In this regard, a report has reached us of a man from the early generations who said to another: “O Abû Al-Walîd (that is, Father of Al-Walîd), if it be that you are, indeed, Father of Al-Walîd.”
Now, he said this by way of caution, for Abû Al-Walîd did not, in fact, have children [The Arabs accord a kunya, honorific, like ‘Father of So-and-So,’ as a title of respect to the individual, whether or not one actually has a child.]
So the man addressed his companion thus because he wanted to retain his piety by ensuring his own truthfulness in all circumstances. Obviously, he considered calling someone—who was, in fact father to no one—“Father of So and So” an untruthful act. That is why when he addressed the man whose kunya was ‘Abû Al-Walîd,’ he appended the statement: “if it be that you are, indeed, Father of Al-Walîd,” so he would be truthful.
Were this pious man actually learned, he would have known that the Prophet œ addressed his Companion Ṣuḥayb Al-Rûmî by way of this kunya: “O Abâ Ya^ya!” [though Ṣuḥayb had no son named Ya^yâ]. Also, the Prophet œ famously used to address one boy with the playful rhyme:
O Abâ ¢Umayr! Ma fa¢ala Al-Nughayr. [O Abû ¢Umayr! What hath wrought your bird, Al-Nughayr? The Prophet œ put forth this lighthearted couplet to this child to show affection toward him.]
Now, an ascetic once said: “It was said to me one day: ‘Drink from this milk!’ I said, ‘It will harm me.’ Awhile later I was standing at the Ka¢bah praying to Allah, and spoke these words to my Lord: ‘O Allah! You surely know that never have I associated partners with you, even for the blink of an eye.’ Then I heard a voice call out to me from thin air: ‘Not even on the day of the milk?’”
If, indeed, this account is true, it may have been a reminder to the man. Yet, the Prophet œ said:
The food that I ate on the day of Khaybar comes back and hurts me until now.

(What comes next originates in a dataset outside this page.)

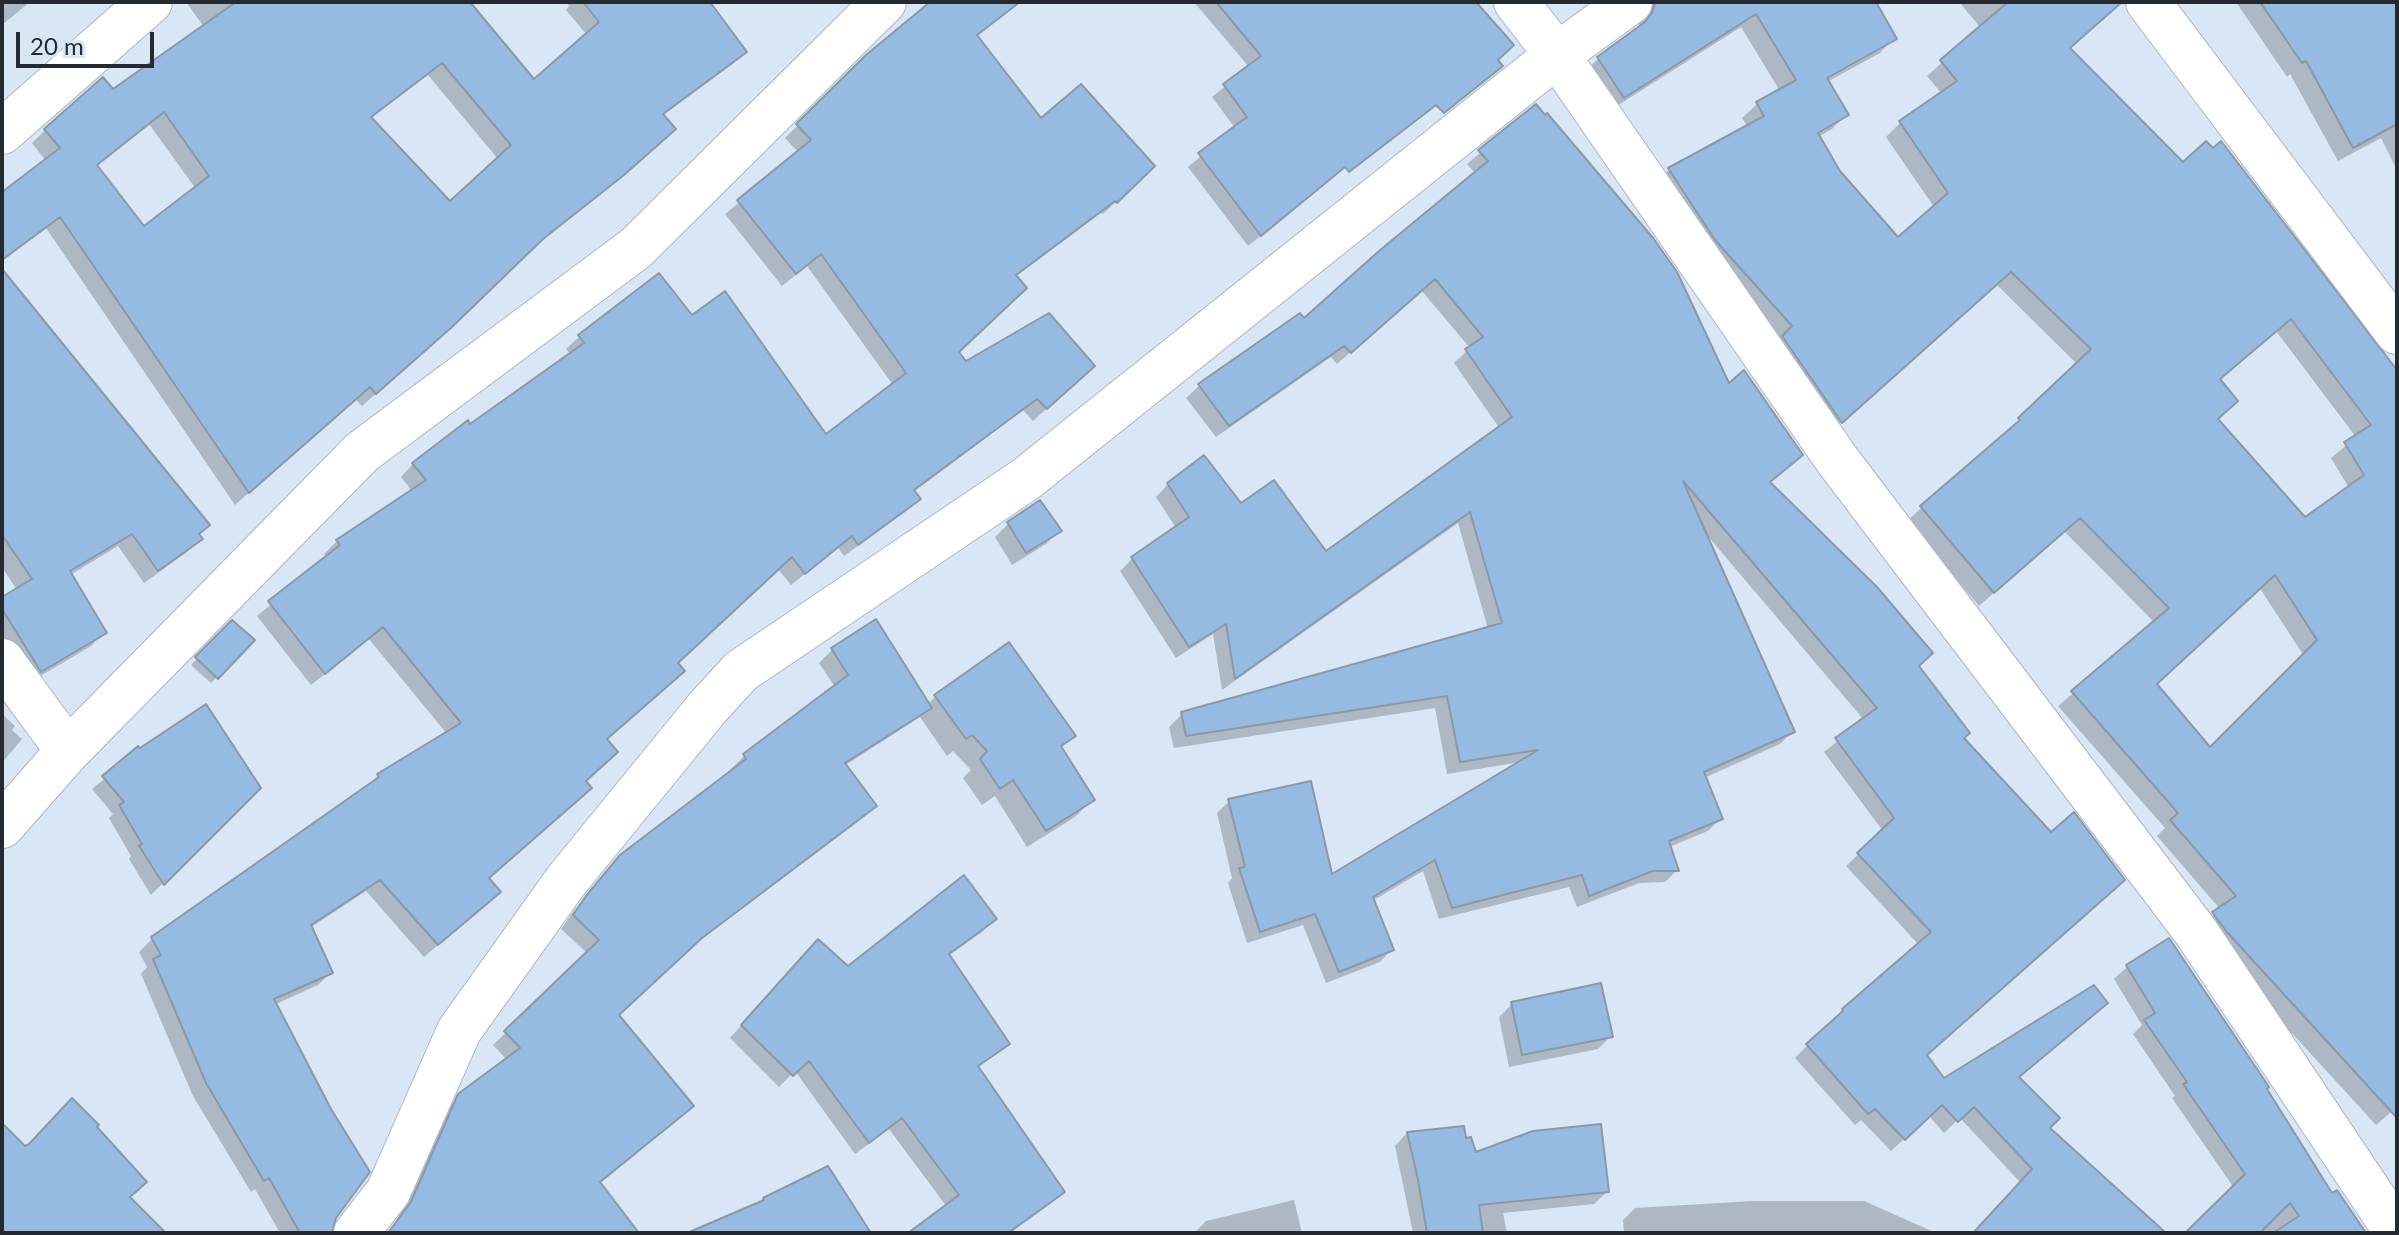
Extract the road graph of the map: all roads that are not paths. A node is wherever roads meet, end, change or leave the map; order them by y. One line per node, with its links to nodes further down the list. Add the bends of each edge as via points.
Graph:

[The point of this account is that the ascetic man is exaggerating his sense of guilt about the fact that he feared that the drinking of the particular milk he was offered would hurt him, and so he rejected it. But later, he was “reminded” that the only power for benefit or harm is with Allah. Thus he felt he had associated another power with that of Allah’s exclusive power in saying that the milk had the power to harm him.
Ibn Al-Jawzî’s point is that this account of this ascetic’s piety contradicts the statement of the Prophet œ, as mentioned above. It also contradicts one’s using of one’s own reason and common sense, especially when it comes to avoiding a food that one has cause to believe might harm him. Common sense tells us that when a person says: “This milk will harm me,” it means that he perceives that the impairment will be caused by the reaction of his body after his drinking of the milk, not that the milk has power in and of itself to bring that person harm.
In this way, Ibn Al-Jawzî is seeking to teach his reader that one should never sacrifice knowledge at the expense of supererogatory worship.]
And Allah knows best.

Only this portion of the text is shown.